13) Em resposta ao despacho identificado nos pontos 9) e 10) supra, através de ofício expedido a 22/10/2013, CTT Correios de Portugal, S.A informou que «o objecto postal registado n.º ..... esteve em distribuição no dia 2 de Novembro de 2012. No entanto como ninguém atendeu na morada indicada foi deixado aviso de entrega para que o destinatário procedesse ao levantamento do objecto postal na Estação de Correios que serve aquela morada (…) Decorrido o prazo para levantamento do referido objecto postal, sem que o destinatário tenha procedido ao levantamento do mesmo, este foi devolvido ao Remetente Tribunal Tributário de Lisboa) com a indicação de “não reclamado”» - cf. fls. 80 dos autos e registo sitaf n.º 000156373;

14) Em 14/02/2014 foi proferido despacho mantendo todos os actos praticado, «visto que na sequência da notificação da decisão de rejeição liminar o Requerente não veio expressar modo de reação a tal decisão» determinando que fossem, de novo, colhidos os vistos em correição - cf. fls. 82 dos autos e registo sitaf n.º 000156375;

15) Em 24/2/2014 o recorrente requereu ao tribunal «o cancelamento da penhora de créditos na F....., SA e devolvido o dinheiro ao oponente; - Em alternativa, e caso assim não se entenda, seja ordenado o cancelamento da penhora sobre ....., em Lisboa, de que o opoente é proprietário, permanecendo a penhora de créditos para garantia do pagamento da quantia exequenda.» invocando que, «no despacho proferido com data de 8 de Outubro de 2013 a fls. 71 e sgs dos presentes autos, o Tribunal decidiu “sem lugar a tributação, por ora” (fls. 73)» porém foi notificado da penhora de créditos, que considera constituir uma violação do decidido pelo tribunal «já para não falar dos direitos processuais do contribuinte, que até agora não pôde fazer valer» - cf. fls. 85 e sgs dos autos e registo sitaf n.º 000156377;

16) Foram os autos com vista ao Ministério Público que emitiu parecer no sentido de se ter esgotado o poder jurisdicional do juiz quanto à matéria da causa por ter sido proferida sentença, sendo o pedido de cancelamento de penhora matéria alheia ao objecto dos presentes autos (findos) devendo ser indeferido – cf. fls. 90 dos autos;

17) Em 7/3/2014 foi proferido despacho, com o seguinte teor: «Seguramente notificado, na 2ª metade de outubro de 2013, do despacho de rejeição liminar nos autos proferido, quando estes autos tinham ido já, e pela segunda vez, a vistos finais, o Requerente, Executado no processo principal de que estes são dependência, veio a 24 de fevereiro de 2014, a fls.85-87, informar que nos autos principais houve lugar a uma penhora de créditos seus perante uma instituição seguradora, além de uma outra penhora já antes efetivada, de uma fração de um imóvel, mantendo-se por isso ambas vigentes agora no processo principal.
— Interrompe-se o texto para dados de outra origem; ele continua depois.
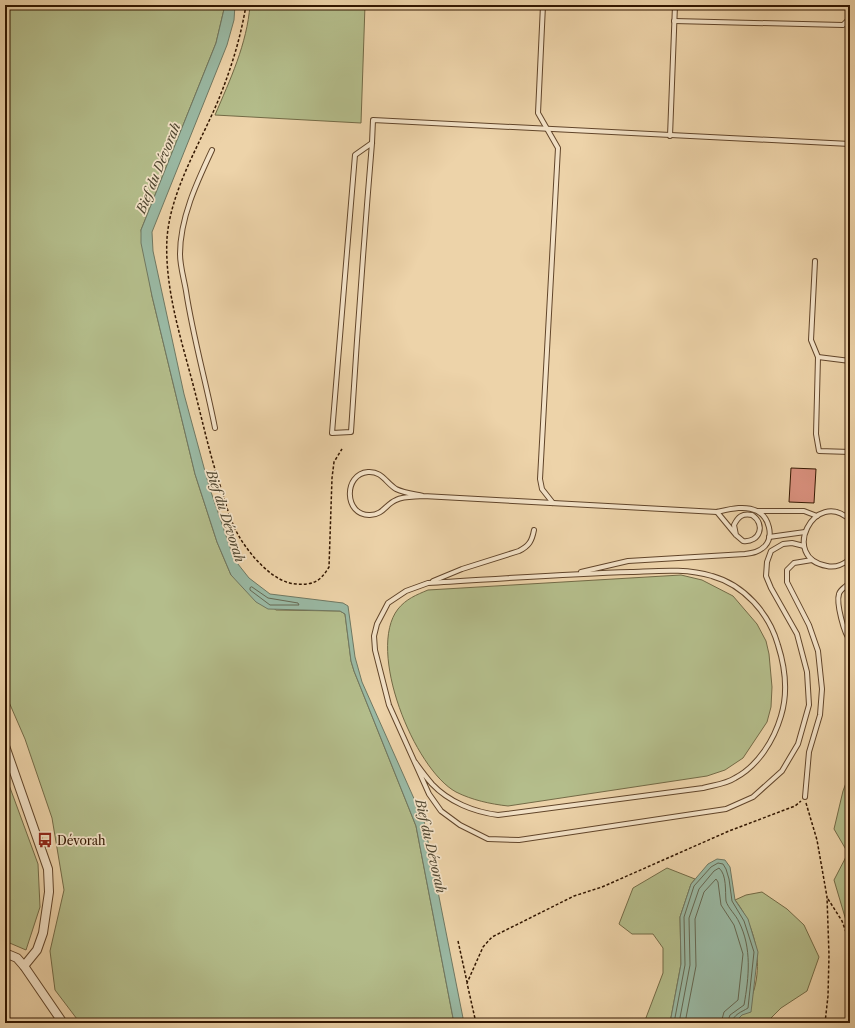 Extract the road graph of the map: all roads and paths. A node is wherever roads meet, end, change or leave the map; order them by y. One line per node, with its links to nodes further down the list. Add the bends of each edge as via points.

Em face disso requer seja ordenado o cancelamento da penhora de créditos e lhe seja devolvido o produto dessa penhora, ou em alternativa ordenado o levantamento da penhora do imóvel, mantendo-se a outra penhora como garantia de boa cobrança da dívida exequenda.

Para fazer um requerimento tal o Requerente invoca o nosso despacho de fls. 71-73, de 8 de outubro último, a final, onde ali se diz não haver lugar a custas «por ora».

Ouvido, o Digno Magistrado do Ministério Público pronunciou-se em douto parecer no sentido de que nos autos foi proferida uma decisão que pôs termo ao processo, já transitada, pelo que se encontra esgotado o poder jurisdicional quanto à matéria da causa e, por outra parte, a matéria subjacente ao agora requerido é estranha ao processo, pelo que deverá ser o requerido indeferido.

Começando pelo princípio.

A invocação de que, no nosso despacho de fls.71-73, de 8 de outubro de 2013, não havia lugar a tributação, «por ora», referia-se, naturalmente à eventual tributação do incidente relacionado com as irregularidades que haviam sido invocadas acerca da notificação do despacho de rejeição liminar, incidente esse suscitado pelo ora novamente Requerente.

Feitas as diligências aí determinadas, em que se incluiu a notificação do Requerente do despacho de rejeição liminar, pese embora não tenha sido apurada irregularidade alguma, mas não tendo ele reagido àquele despacho de rejeição liminar, os atos que haviam sido praticados nos autos na sequência da notificação originária desse mesmo despacho mantiveram-se incólumes, naturalmente, dado esse circunstancialismo processual, pelo que também não houve justificação para condenação em custas desse incidente.

Assim, se aquando daquele despacho não houvera condenação em custas aquando da sua prolação, também a final não se entendeu dever ser a situação tributada, por sua inconcludência, como decorre do nosso despacho de fls.82, de 12 de fevereiro de 2014, não notificado ao Requerente por ser o aí tratado, consequentemente, uma decisão meramente interna e dirigida sobretudo à Secção e à sequência a dar ao processo em momentos que não contendem já com as partes.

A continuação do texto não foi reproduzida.